What to watch for next
The audit of the ballots began almost immediately tonight, and Petro’s reckless statements are likely to be rubbished further by the certified outcome. It will be a vindication of Colombian democracy and how strong the public’s faith and participation in it remains no matter what politicians say. Cepeda’s pledge to accept the results put aside most concerns about the aftermath of this extraordinary campaign.
Abelardo’s top cabinet picks, much like Petro’s after his 2022 victory, will be critical to watch. If he names a finance minister with little experience or a divisive profile, markets will be disquieted. His anti-elites rhetoric in the campaign helped him overcome the center-right establishment, but will he govern with a sustained hostility for those in that establishment he will need in order to be effective? Strong signals will come from his cabinet picks, but let’s not forget that Petro got strong marks for his first cabinet and then proceeded to fire and alienate most of them in short order. A failed presidency followed and is about to conclude in a few weeks.

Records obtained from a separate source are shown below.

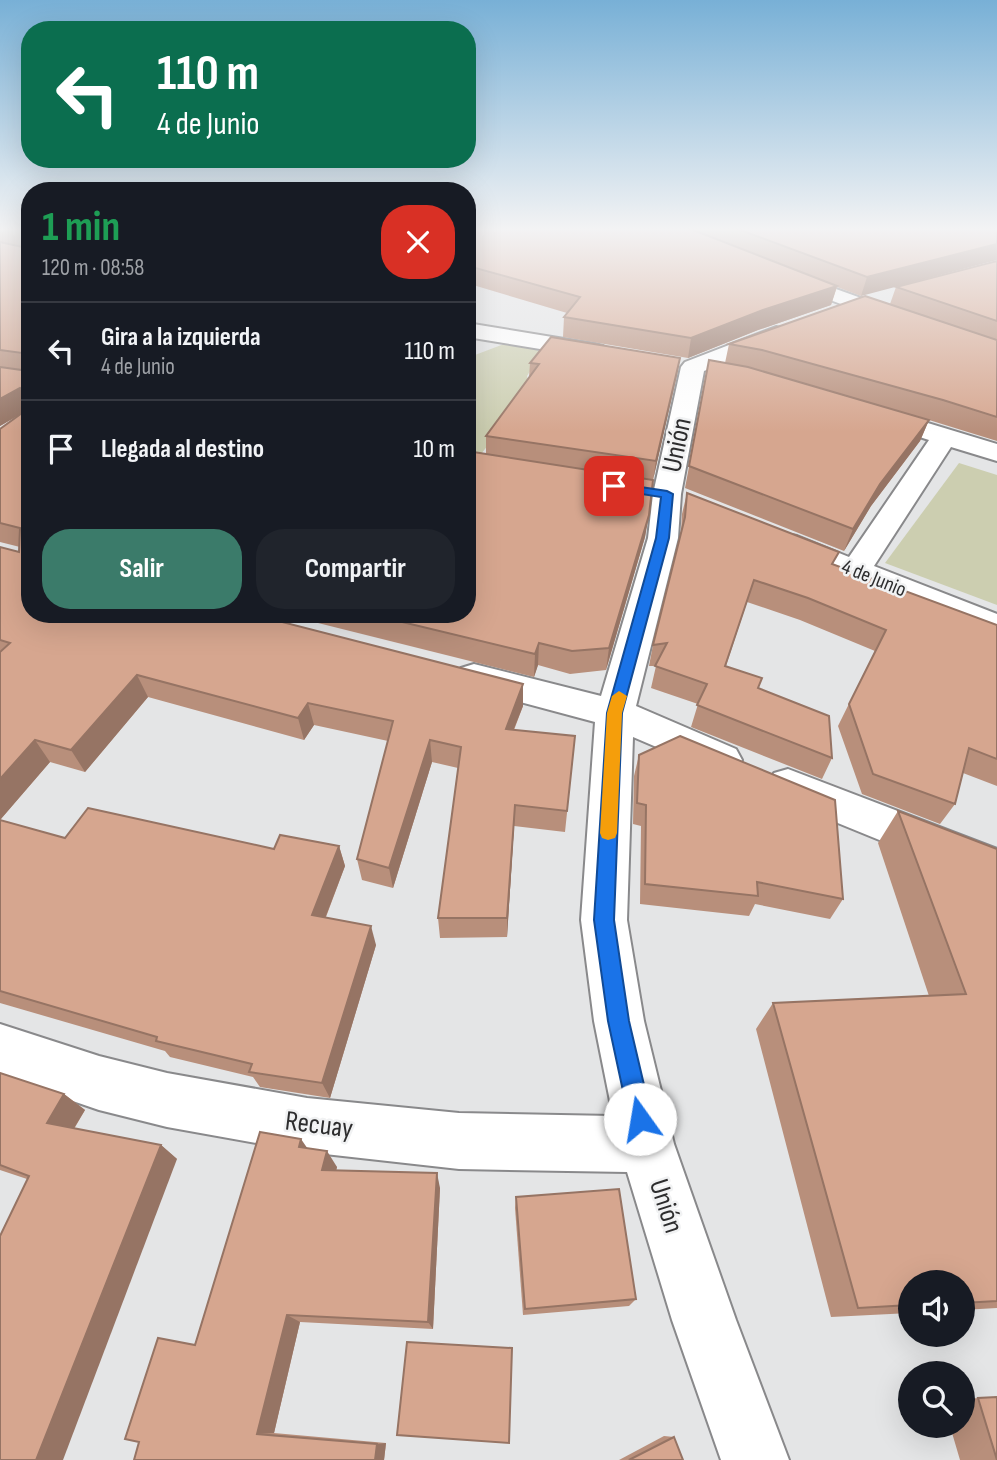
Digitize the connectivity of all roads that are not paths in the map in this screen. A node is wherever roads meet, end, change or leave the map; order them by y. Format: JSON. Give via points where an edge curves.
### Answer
{"nodes":[{"id":1,"x":834,"y":296,"type":"edge"},
{"id":2,"x":893,"y":296,"type":"edge"},
{"id":3,"x":859,"y":306,"type":"junction"},
{"id":4,"x":834,"y":314,"type":"edge"},
{"id":5,"x":796,"y":328,"type":"edge"},
{"id":6,"x":476,"y":331,"type":"edge"},
{"id":7,"x":613,"y":354,"type":"edge"},
{"id":8,"x":997,"y":355,"type":"edge"},
{"id":9,"x":680,"y":365,"type":"junction"},
{"id":10,"x":737,"y":376,"type":"edge"},
{"id":11,"x":856,"y":409,"type":"edge"},
{"id":12,"x":945,"y":437,"type":"junction"},
{"id":13,"x":997,"y":453,"type":"edge"},
{"id":14,"x":755,"y":530,"type":"edge"},
{"id":15,"x":855,"y":571,"type":"junction"},
{"id":16,"x":997,"y":627,"type":"edge"},
{"id":17,"x":439,"y":669,"type":"edge"},
{"id":18,"x":615,"y":713,"type":"junction"},
{"id":19,"x":997,"y":869,"type":"edge"},
{"id":20,"x":0,"y":1050,"type":"edge"},
{"id":21,"x":646,"y":1144,"type":"junction"},
{"id":22,"x":755,"y":1460,"type":"edge"}],
"edges":[{"from":1,"to":3,"type":"street"},
{"from":2,"to":3,"type":"street"},
{"from":3,"to":4,"type":"street"},
{"from":3,"to":8,"type":"street"},
{"from":5,"to":9,"type":"street"},
{"from":6,"to":7,"type":"street"},
{"from":9,"to":10,"type":"street"},
{"from":9,"to":18,"type":"street","name":"Unión","via":[[663,538]]},
{"from":11,"to":12,"type":"street"},
{"from":12,"to":13,"type":"street"},
{"from":12,"to":15,"type":"street"},
{"from":14,"to":15,"type":"street","name":"4 de Junio"},
{"from":15,"to":16,"type":"street","name":"4 de Junio"},
{"from":17,"to":18,"type":"street"},
{"from":18,"to":19,"type":"street"},
{"from":18,"to":21,"type":"street","name":"Unión","via":[[604,920],[619,1021]]},
{"from":20,"to":21,"type":"street","name":"Recuay","via":[[167,1100],[307,1125],[459,1140]]},
{"from":21,"to":22,"type":"street","name":"Unión"}]}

The president-elect has no visible political foundation in civil society, nor does his coalition amount to much of a political party. This was a similar feature for Milei’s outsider presidency in 2023, but the Argentine president had served a term in Congress when he took the presidential sash. De la Espriella has no public service experience of any kind, and taking the helm of a large and complex country of 54 million people is an enormous task. The mercurial, personality-driven presidency of Petro was not only a useful foil for Abelardo, but a warning: It doesn’t work, and it usually ends quite badly.
I’m writing this before the president-elect’s victory speech, so it remains to be seen what kind of president he will begin to be tonight. It was an extraordinarily polarized election result, and no country can be effectively led if it remains eternally polarized. But I would argue that the Colombian electorate today did not express a desire for eternal polarization.
While both candidates went hard after the anti-vote, it seems it was a wash given the tiny margin. But both Abelardo and Cepeda (for him, in the final week) also made sincere appeals to the optimism and social aspirations of the Colombian people. They wore very different colors, and had starkly different visions of what those aspirations were, but such a high turnout was not from protest voting. There was a healthy dose of tentative hopefulness as well.
Cepeda should remember this as he is graceful in defeat. But more importantly, Abelardo de la Espriella needs to keep this in mind more urgently. Javier Milei won a huge landslide victory in Argentina in 2023, and overcame a lot of early challenges by keeping faith with the voters who trusted him. Abelardo has no big mandate tonight but he will have the presidency, and the voters who trusted him took a risk. He has to keep faith with their hopes as much as with their fears, or he risks losing the legitimacy he won today.